Ensuring the Survival of Life's Details

Second Lt. Andrew Jackson Lacy,
Eighth Tennessee Cavalry (CSA), 1862


My family is fortunate and privileged to have a massive amount of photographs, correspondence, and recordings that detail the history of our family, going back to before the Civil War. This information includes:
  • deeds from the 1850s to the early 1900s
  • dozens of letters written during the Civil War (see my book, Battlefront and Homefront: The Lacy Family's Civil War Documents)
  • over 800 letters written since 1879 (though in recent times the family basically quit writing letters because of email)
  • over 1000 photographs (and color slides) from 1862 to the advent of digital photography
  • extracts of my father's diaries from 1969 to 1981
  • all the articles and newspaper columns my father wrote
  • over 200 cassette recordings ("letters") between my family and my grandparents from 1972 to 1988
  • cassette recordings of interviews of family members (including both toddlers and elders)
  • informal memoirs by several family members
  • VHS tapes of special occasions
The problem is preserving this information. Documents can burn. Photographs fade. Tape recordings deteriorate. Entropy is the enemy.

Digitizing and sharing

I have digitized (scanned, ripped) and/or transcribed all of this information. In some cases I've had to physically disassemble photo albums and scrapbooks in order to scan the material. In the case of color slides and recordings on tape, the original media has been thrown away because it was deteriorating, and it becomes more difficult with each passing year to find equipment that the original media will play on. 

This information has been preserved, but the main task now is to remove duplicates and curate all that information (label it, date it, arrange it chronologically). Even though my parents always admonished us to label photos with dates and names of who was in the photos, well-annotated photos over the broad timescale we're talking about are the exception rather than the rule. In many cases the only way to determine chronology is to study the details (like a baby's outfit), tap the details in our family tree (like when a couple got married, or when a person died), or cross-reference a photo using information from a letter.

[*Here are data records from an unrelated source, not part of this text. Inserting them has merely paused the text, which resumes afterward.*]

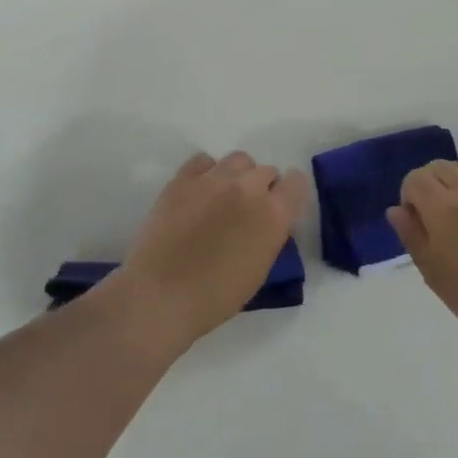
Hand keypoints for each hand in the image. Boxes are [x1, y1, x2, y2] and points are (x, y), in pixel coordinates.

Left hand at [115, 151, 309, 347]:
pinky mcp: (183, 178)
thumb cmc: (215, 297)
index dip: (289, 193)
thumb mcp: (258, 270)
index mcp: (273, 215)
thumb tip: (265, 220)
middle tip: (246, 210)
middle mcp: (248, 188)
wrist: (161, 295)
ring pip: (239, 160)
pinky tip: (199, 192)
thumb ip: (268, 235)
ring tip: (223, 197)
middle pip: (266, 171)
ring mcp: (214, 179)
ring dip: (238, 175)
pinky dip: (207, 172)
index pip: (296, 183)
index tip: (280, 206)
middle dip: (262, 187)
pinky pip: (204, 160)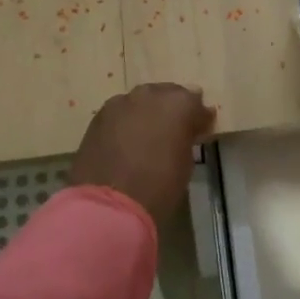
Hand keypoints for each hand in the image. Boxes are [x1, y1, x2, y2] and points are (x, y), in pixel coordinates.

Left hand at [70, 83, 216, 220]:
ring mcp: (120, 103)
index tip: (201, 130)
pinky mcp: (98, 117)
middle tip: (175, 130)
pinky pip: (121, 113)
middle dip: (172, 110)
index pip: (195, 102)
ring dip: (148, 114)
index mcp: (178, 103)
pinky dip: (127, 122)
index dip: (198, 117)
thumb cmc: (159, 186)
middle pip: (166, 94)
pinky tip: (127, 141)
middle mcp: (150, 94)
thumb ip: (187, 136)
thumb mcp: (186, 161)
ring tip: (148, 136)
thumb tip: (188, 127)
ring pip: (141, 102)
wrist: (109, 204)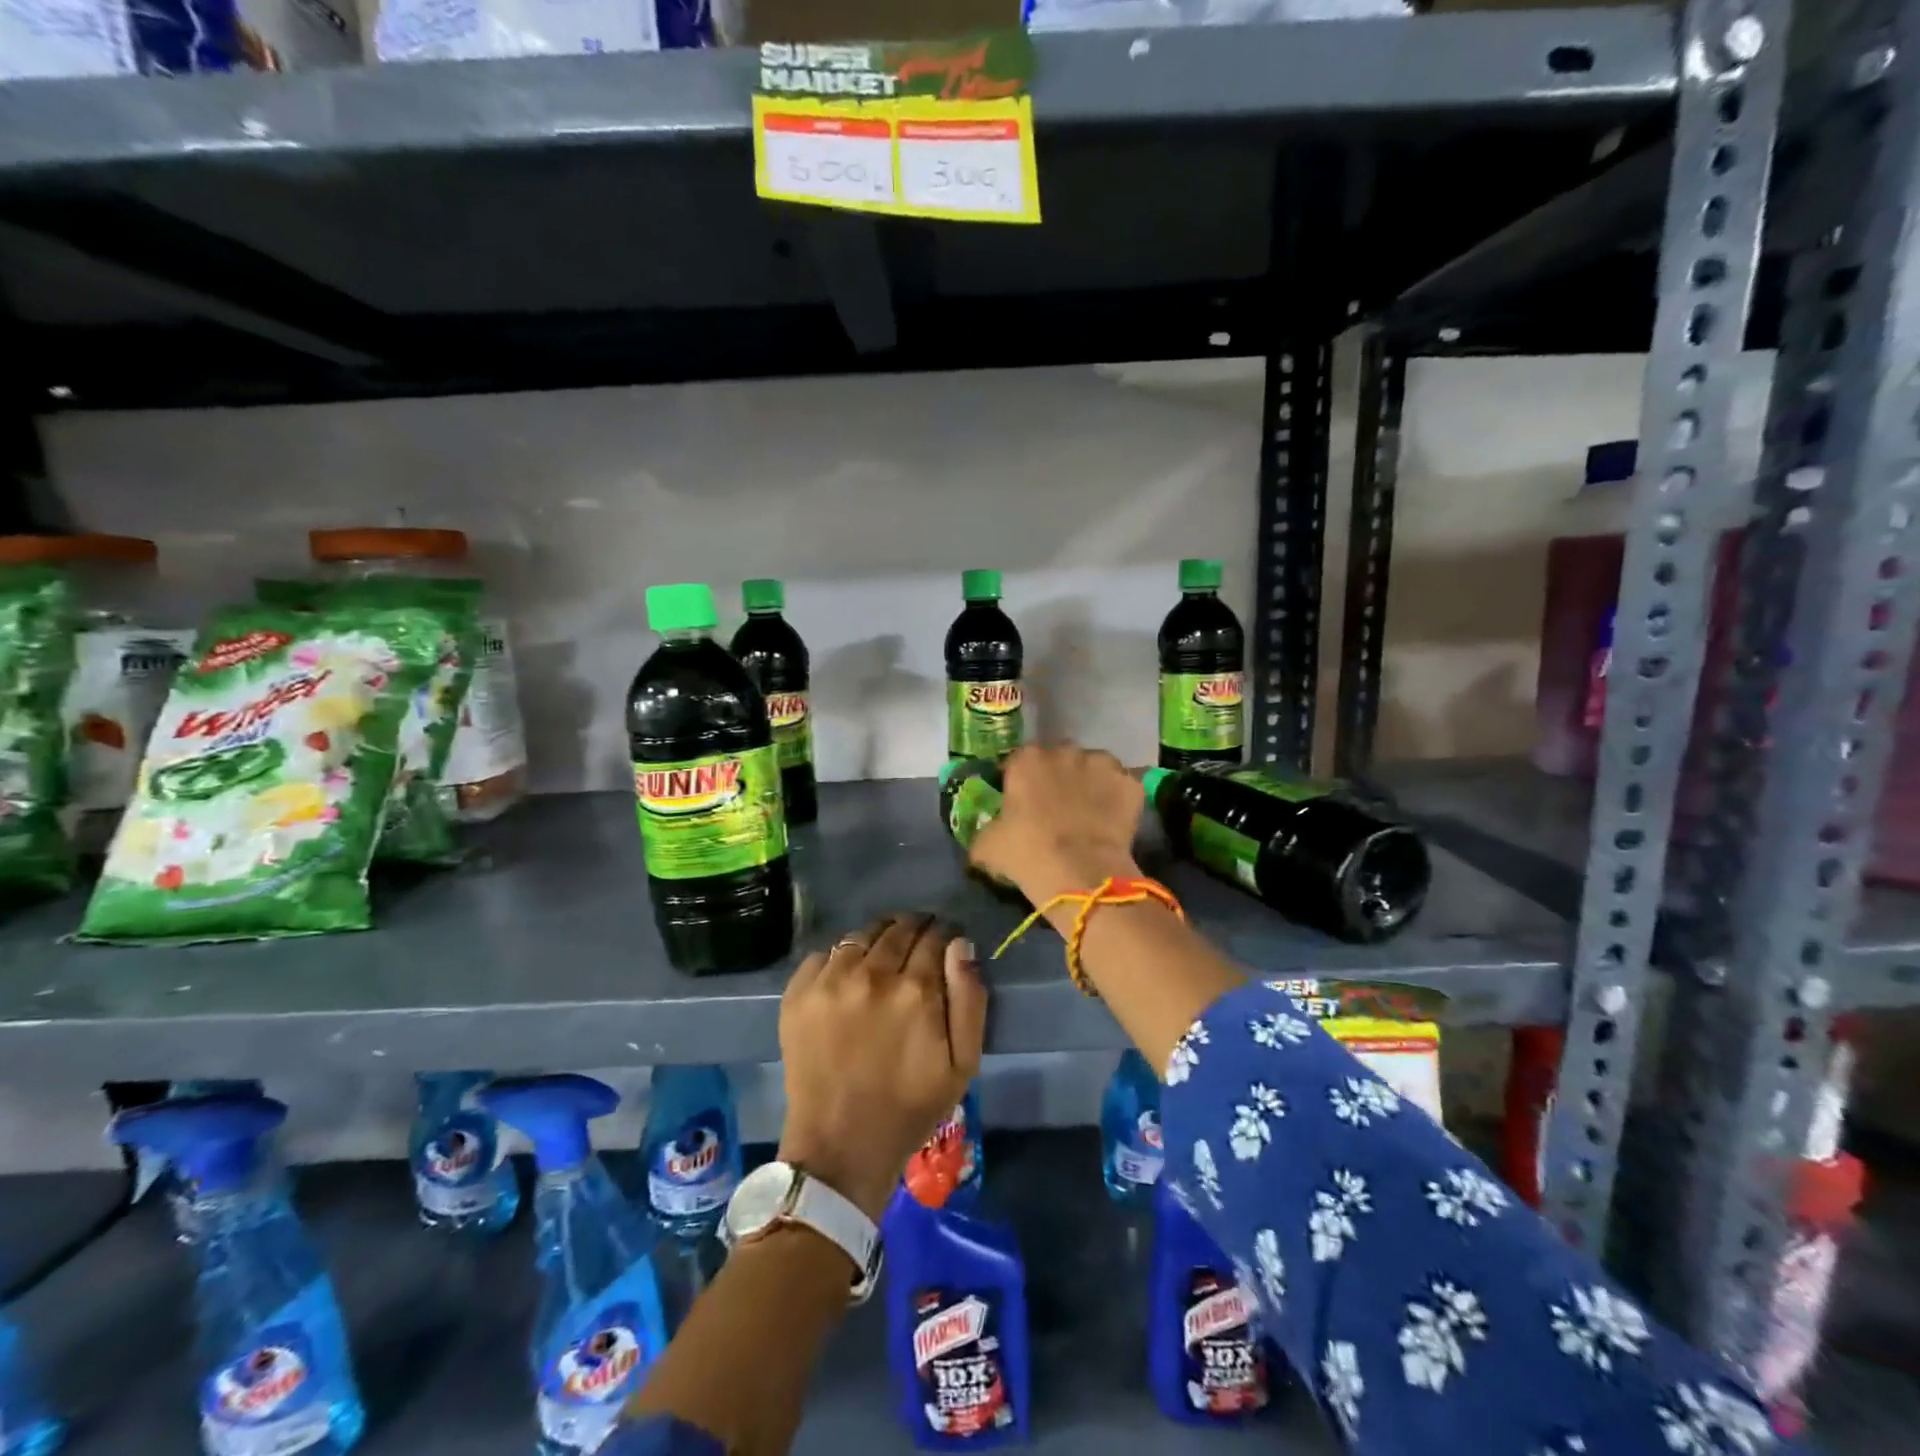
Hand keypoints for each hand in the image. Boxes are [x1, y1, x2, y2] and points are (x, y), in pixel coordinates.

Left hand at [777, 914, 986, 1221]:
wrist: (840, 1147)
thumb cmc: (910, 1107)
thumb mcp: (963, 1064)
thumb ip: (969, 998)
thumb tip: (960, 945)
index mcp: (916, 990)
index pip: (935, 936)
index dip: (944, 935)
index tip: (945, 942)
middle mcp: (871, 974)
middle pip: (898, 928)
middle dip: (914, 929)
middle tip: (917, 942)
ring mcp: (830, 981)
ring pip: (861, 935)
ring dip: (878, 939)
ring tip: (882, 955)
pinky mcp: (798, 993)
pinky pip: (824, 954)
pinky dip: (840, 958)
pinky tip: (847, 977)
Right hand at [969, 745, 1144, 908]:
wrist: (1081, 873)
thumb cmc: (1027, 854)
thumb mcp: (987, 846)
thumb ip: (986, 830)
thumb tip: (986, 835)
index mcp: (1026, 760)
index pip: (1019, 761)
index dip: (1021, 781)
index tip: (1022, 802)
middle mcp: (1064, 751)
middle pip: (1059, 759)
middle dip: (1058, 777)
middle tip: (1057, 809)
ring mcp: (1102, 763)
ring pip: (1094, 767)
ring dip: (1090, 783)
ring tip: (1089, 814)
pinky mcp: (1131, 782)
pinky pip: (1122, 787)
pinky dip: (1118, 799)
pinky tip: (1113, 822)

A concurrent challenge is that of finding the best way to share all this information. Most online systems I've found don't meet my criteria for ease of use, free or low cost, broad applicability, or facilitating the kind of annotation that is needed. Anyone I share this information with probably can open an Excel spreadsheet, a Word document, a JPG image file, or an audio file. I set up a method for labeling each file and listing those files, with dates or approximate dates, peoples' names, and other information, in an Excel workbook. All the files are organized in folders arranged by information type (letters, photos, other documents).

What good is it?

Yes, I'm crazy to take all this on, but I can't bear the thought of this information being lost, unavailable to future generations. There is enough material at-hand that a family historian could piece together a very detailed chronicle of the lives of my family's members from the time the family settled in the Upper Cumberland region of Middle Tennessee around 1850 to today.

Posterity is the word. Immortality is a pipe-dream, but no one will every have this information if it's not conserved.